_Work to complete_: From the data that follows, report how many lines hold the string "pixels", giving only the number.

════════════════════

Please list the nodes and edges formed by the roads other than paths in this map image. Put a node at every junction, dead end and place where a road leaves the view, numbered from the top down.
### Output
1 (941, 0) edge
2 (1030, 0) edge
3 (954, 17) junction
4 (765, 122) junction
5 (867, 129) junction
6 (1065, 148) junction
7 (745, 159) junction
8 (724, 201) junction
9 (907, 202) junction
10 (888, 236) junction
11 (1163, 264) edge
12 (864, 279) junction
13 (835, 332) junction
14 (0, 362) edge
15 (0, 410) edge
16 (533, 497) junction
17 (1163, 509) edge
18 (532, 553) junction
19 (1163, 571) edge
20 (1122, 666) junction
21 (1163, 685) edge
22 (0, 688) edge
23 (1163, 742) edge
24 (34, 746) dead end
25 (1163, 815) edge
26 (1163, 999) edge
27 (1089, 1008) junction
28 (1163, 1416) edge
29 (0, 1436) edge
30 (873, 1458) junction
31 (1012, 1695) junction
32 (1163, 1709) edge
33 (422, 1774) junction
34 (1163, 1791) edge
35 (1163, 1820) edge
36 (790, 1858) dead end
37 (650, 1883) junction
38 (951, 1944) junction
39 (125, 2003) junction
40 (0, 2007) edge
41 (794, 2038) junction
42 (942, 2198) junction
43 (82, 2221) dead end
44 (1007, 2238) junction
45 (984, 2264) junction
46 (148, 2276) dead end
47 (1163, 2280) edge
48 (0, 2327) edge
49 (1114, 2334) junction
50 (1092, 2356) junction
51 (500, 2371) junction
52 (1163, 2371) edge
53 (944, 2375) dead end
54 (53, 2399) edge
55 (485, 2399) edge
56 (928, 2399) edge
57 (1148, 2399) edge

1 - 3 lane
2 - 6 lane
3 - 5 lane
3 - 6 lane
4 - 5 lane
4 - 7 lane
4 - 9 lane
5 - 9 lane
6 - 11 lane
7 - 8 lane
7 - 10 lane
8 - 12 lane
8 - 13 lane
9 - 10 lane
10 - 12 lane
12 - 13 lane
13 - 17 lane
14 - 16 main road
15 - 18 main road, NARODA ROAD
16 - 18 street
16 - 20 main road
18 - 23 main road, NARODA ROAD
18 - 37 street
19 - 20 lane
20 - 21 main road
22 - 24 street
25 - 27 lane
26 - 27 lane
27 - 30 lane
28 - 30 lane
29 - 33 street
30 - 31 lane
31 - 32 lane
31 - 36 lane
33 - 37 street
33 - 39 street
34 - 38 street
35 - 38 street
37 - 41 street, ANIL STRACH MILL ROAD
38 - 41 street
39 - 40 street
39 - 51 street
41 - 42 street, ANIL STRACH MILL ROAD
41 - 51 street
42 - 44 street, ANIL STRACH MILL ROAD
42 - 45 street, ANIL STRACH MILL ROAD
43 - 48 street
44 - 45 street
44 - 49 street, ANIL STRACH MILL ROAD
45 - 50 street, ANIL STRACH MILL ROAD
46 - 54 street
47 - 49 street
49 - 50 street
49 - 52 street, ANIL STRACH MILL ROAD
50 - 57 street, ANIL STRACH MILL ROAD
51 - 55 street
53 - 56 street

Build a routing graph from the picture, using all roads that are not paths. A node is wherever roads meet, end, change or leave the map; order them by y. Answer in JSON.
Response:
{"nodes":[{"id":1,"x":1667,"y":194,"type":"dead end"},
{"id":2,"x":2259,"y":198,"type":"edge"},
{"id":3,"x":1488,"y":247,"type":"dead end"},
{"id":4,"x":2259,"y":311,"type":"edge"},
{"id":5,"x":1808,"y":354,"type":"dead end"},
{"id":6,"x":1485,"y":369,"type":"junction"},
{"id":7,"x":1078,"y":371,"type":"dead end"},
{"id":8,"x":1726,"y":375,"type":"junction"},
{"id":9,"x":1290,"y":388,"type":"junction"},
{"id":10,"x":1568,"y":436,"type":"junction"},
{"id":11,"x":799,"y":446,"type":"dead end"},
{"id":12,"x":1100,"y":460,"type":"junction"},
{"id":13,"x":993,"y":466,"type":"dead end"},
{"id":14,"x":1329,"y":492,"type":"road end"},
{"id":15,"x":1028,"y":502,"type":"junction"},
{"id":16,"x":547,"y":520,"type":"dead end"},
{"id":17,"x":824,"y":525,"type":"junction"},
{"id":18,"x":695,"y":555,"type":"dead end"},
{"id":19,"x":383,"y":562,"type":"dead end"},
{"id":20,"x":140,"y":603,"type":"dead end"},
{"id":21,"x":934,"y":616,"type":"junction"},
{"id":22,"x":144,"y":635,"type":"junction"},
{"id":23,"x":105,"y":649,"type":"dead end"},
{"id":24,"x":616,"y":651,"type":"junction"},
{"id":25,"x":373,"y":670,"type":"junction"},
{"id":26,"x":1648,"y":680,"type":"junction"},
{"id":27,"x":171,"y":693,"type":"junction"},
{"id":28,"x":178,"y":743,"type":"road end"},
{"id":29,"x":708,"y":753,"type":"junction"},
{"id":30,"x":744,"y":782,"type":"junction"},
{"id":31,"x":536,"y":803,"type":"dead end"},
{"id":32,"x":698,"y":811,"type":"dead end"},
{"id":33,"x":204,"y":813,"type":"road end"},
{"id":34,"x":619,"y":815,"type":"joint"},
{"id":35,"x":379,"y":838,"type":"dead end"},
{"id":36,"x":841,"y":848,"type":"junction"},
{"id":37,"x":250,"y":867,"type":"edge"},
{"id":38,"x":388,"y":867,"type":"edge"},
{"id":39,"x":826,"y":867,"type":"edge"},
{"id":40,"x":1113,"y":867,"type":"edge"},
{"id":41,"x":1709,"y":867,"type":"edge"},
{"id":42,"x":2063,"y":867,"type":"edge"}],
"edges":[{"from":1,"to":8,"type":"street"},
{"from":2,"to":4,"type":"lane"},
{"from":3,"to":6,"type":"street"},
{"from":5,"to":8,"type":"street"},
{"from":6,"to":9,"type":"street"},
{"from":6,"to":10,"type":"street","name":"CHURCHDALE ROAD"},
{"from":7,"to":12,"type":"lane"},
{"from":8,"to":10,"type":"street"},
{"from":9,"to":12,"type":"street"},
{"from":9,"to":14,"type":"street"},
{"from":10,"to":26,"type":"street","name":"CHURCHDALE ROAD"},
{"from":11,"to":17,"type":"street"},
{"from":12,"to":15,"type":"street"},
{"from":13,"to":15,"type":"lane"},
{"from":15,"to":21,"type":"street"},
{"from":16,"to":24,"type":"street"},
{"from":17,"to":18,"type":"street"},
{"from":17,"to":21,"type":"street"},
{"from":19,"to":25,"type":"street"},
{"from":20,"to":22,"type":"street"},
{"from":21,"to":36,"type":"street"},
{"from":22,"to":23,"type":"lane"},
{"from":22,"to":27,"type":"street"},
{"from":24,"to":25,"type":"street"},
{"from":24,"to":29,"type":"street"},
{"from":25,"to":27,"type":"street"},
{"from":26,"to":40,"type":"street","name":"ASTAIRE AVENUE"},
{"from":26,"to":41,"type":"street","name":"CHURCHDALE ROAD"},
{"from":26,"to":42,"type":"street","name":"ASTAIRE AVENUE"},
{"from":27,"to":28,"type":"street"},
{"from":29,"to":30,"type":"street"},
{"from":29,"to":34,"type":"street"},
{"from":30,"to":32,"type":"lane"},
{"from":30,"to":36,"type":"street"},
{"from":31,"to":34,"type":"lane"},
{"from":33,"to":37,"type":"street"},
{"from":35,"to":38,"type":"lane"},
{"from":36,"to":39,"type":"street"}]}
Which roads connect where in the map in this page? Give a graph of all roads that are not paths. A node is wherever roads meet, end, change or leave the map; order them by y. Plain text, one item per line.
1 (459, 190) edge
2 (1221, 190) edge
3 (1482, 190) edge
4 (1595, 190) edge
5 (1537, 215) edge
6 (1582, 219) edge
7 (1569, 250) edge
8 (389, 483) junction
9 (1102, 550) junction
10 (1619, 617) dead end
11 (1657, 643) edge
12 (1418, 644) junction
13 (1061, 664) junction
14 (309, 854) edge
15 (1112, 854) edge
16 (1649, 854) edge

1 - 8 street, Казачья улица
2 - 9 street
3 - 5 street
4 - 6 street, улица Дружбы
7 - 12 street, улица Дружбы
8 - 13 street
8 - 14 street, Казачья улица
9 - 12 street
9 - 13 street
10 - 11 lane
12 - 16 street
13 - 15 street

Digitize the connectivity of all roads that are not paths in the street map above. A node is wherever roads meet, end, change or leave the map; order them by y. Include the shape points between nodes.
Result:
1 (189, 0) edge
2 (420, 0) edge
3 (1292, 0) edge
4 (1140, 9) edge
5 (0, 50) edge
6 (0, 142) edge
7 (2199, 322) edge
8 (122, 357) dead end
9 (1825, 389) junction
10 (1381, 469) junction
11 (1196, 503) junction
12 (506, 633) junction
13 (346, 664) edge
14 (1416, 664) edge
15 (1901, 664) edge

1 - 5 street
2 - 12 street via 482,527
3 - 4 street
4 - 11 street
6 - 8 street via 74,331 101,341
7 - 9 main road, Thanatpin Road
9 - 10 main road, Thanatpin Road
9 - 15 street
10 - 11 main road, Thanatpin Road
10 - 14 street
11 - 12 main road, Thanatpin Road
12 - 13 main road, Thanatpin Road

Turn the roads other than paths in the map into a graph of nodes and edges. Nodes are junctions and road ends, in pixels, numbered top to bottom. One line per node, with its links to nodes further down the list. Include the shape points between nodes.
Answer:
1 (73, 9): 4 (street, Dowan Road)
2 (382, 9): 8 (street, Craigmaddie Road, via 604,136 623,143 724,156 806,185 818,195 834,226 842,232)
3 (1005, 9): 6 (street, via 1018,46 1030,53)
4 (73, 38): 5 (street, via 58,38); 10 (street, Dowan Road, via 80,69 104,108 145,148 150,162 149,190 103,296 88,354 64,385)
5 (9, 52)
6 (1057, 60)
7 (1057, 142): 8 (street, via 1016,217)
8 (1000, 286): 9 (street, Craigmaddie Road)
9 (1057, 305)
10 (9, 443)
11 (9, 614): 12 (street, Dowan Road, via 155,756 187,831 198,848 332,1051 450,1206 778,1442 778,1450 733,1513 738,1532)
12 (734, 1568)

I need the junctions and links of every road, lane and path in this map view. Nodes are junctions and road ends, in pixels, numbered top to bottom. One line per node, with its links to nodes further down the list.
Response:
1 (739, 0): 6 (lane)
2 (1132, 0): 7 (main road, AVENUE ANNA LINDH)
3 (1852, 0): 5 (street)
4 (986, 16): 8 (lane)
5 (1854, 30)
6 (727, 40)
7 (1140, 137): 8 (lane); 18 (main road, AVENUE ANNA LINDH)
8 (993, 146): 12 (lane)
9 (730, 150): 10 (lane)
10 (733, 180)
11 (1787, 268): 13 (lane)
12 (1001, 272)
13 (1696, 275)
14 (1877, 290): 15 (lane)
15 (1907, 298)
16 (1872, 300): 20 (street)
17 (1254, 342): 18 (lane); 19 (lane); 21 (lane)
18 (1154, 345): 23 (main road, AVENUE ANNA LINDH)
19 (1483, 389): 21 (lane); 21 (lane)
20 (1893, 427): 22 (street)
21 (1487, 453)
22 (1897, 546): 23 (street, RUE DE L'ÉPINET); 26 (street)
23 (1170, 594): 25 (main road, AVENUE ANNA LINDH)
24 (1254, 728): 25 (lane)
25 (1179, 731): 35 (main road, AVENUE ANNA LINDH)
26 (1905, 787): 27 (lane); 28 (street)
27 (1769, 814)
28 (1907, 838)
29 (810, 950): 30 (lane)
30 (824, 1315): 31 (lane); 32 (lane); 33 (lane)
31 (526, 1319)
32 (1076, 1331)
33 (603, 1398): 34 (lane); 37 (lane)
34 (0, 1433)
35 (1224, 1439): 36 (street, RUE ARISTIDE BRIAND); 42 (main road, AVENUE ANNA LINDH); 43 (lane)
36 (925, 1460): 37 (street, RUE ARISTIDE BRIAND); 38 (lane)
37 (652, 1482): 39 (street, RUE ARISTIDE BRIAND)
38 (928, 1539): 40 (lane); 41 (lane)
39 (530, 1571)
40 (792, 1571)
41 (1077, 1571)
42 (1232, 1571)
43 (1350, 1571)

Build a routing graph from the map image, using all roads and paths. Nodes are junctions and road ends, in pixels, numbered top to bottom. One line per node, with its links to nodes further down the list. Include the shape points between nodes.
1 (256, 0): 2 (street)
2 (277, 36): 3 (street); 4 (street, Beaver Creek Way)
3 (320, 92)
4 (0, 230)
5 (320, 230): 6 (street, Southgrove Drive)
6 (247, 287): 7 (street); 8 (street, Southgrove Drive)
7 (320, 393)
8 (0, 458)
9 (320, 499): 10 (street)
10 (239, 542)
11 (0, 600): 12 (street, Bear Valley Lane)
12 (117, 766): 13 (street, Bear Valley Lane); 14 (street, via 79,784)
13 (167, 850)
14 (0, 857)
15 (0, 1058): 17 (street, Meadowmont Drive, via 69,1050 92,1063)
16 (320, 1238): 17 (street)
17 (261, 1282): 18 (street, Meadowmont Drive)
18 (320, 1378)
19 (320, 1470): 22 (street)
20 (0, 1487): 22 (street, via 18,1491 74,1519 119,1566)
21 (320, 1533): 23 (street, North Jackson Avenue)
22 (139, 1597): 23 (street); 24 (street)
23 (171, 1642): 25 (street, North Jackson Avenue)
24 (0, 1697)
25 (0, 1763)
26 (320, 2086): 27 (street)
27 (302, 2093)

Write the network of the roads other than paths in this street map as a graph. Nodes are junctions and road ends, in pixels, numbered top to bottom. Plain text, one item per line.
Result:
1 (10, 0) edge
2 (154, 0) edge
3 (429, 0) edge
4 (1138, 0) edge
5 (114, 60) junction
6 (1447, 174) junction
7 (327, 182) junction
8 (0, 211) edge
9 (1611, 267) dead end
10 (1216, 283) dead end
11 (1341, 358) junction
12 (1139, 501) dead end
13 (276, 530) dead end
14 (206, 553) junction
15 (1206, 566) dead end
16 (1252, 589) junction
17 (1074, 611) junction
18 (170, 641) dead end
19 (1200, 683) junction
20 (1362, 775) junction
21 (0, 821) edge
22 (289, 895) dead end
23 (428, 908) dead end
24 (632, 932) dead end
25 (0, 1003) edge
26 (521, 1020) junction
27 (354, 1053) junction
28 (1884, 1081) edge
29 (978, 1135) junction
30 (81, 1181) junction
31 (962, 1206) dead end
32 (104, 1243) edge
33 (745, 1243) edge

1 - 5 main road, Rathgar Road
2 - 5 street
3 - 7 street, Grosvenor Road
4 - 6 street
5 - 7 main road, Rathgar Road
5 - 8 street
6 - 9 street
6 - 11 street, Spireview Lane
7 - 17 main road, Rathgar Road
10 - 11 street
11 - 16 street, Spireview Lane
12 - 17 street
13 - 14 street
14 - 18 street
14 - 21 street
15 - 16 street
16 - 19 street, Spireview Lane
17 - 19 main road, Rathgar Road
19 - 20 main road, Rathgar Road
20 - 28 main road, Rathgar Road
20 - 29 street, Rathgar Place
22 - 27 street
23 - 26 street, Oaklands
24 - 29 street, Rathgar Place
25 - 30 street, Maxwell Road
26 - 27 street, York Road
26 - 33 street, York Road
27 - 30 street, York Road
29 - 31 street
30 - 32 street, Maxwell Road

════════════════════

_Answer for the task_: 4